Marshal Meese
Atty. Gen. Edwin Meese III seems to go out of his way to demonstrate his unfitness for the high office he holds. Virtually everything he says in public about legal issues flies in the face of good sense, accepted jurisprudence and the American system of government.
Meese’s latest foray into absurdity appears in an interview in this week’s issue of U.S. News & World Report. He was asked to explain his opposition to the Supreme Court’s Miranda ruling, which requires that before the police question a suspect, they must advise him of his right to have a lawyer and to remain silent. Meese was asked, whether a suspect, who may be innocent, shouldn’t have that protection. He replied:
“Suspects who are innocent of a crime should. But the thing is, you don’t have many suspects who are innocent of a crime. That’s contradictory. If a person is innocent of a crime, then he is not a suspect.”
If it weren’t the attorney general speaking, this would be a joke. In fact, there is such a joke: Everyone who is arrested is guilty or he wouldn’t have been arrested. But coming from the attorney general, this view evokes more tears than laughter. Surely it is beyond the pale for the nation’s highest legal officer to say such things or even to think them. It is an outrage against the rule of law for anyone so insensitive to the basic principles of American justice to run the Justice Department.
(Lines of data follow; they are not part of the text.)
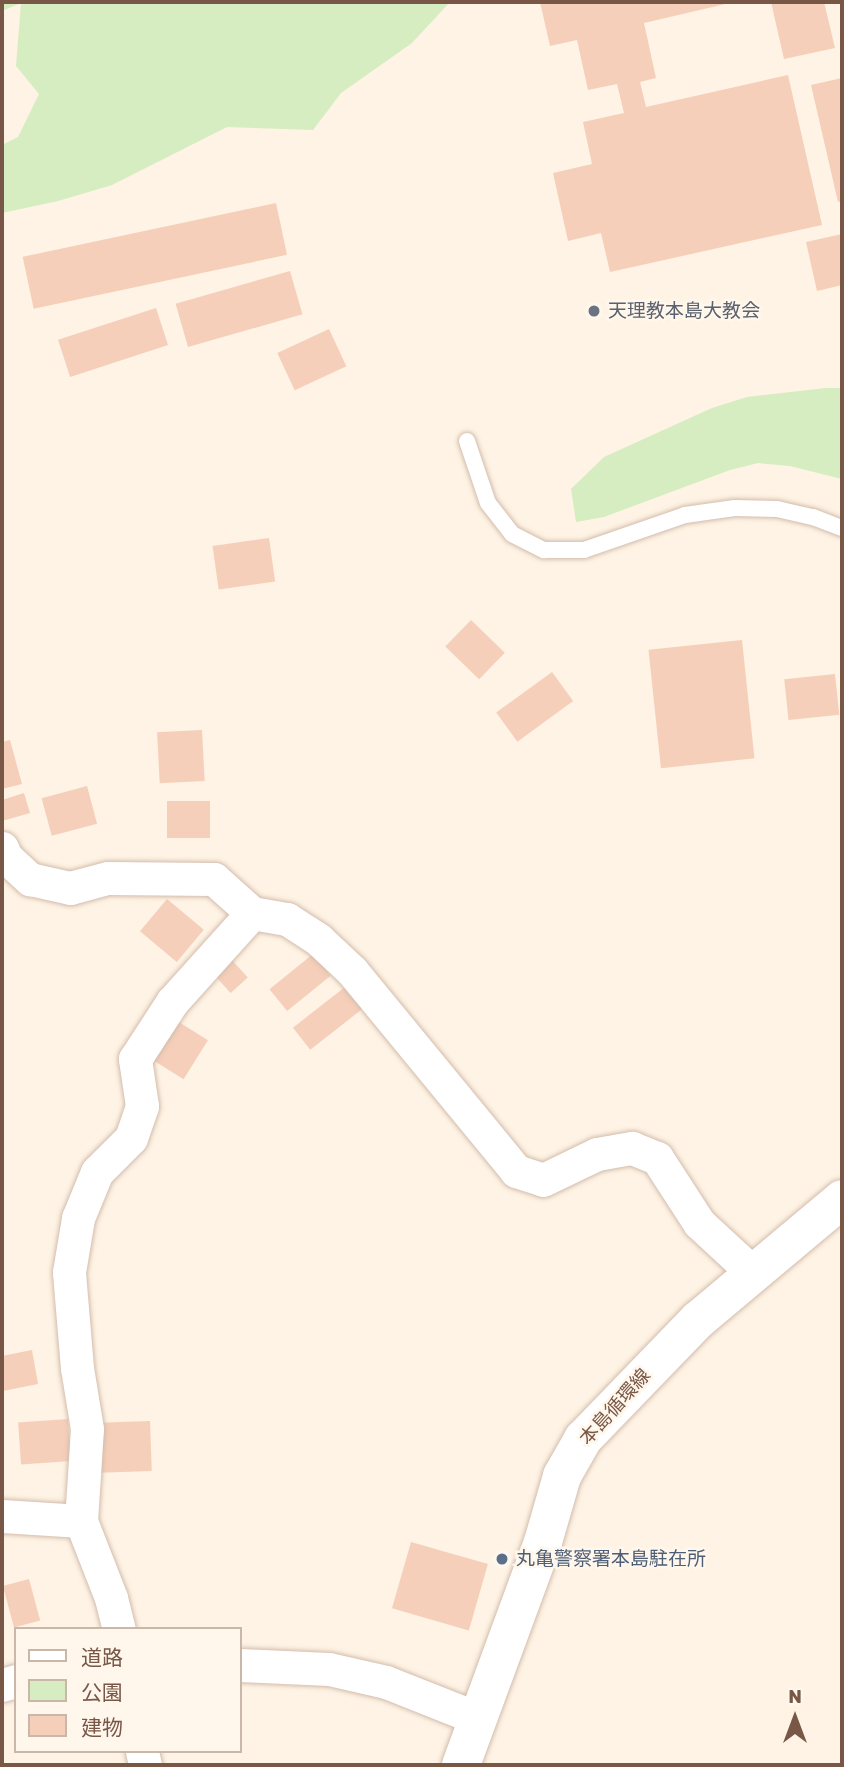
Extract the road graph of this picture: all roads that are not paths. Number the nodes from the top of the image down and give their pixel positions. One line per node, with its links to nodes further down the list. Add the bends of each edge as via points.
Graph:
1 (467, 441): 2 (lane, via 488,503 512,534 544,550 584,550 685,515 735,508 777,509)
2 (842, 528)
3 (2, 848): 4 (street, via 30,879 70,888 108,878 214,879)
4 (252, 913): 6 (street, via 288,919 352,971 516,1171 542,1180 597,1154 632,1147 657,1158 699,1223); 8 (street, via 172,1002 135,1059 142,1106 131,1138 97,1172 78,1218 69,1272 77,1368 88,1429)
5 (842, 1199): 6 (main road, 本島循環線)
6 (754, 1274): 11 (main road, 本島循環線, via 698,1320 583,1439 562,1476)
7 (2, 1516): 8 (street)
8 (81, 1521): 9 (street)
9 (118, 1627)
10 (242, 1665): 11 (street, via 329,1669 363,1676)
11 (477, 1718): 12 (main road, 本島循環線)
12 (461, 1765)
Hasn’t he heard of “innocent until proven guilty?” Apparently not. His view is guilty until proven innocent, and he also wants to limit the ability of an accused person to mount a defense in the first place. Following Meese’s logic would mean doing away with trials. What’s the point in all that rigmarole if we know from the outset that suspects are guilty or they wouldn’t be suspects?
Meese has said many other nonsensical things recently. He opposes the exclusionary rule; he opposes applying the Bill of Rights against the states; he opposes a strict separation of church and state. All of these positions are bad enough. But the latest takes the prize. This man is a menace to the administration of justice and an embarrassment to the ideal of “Equal Justice Under Law.”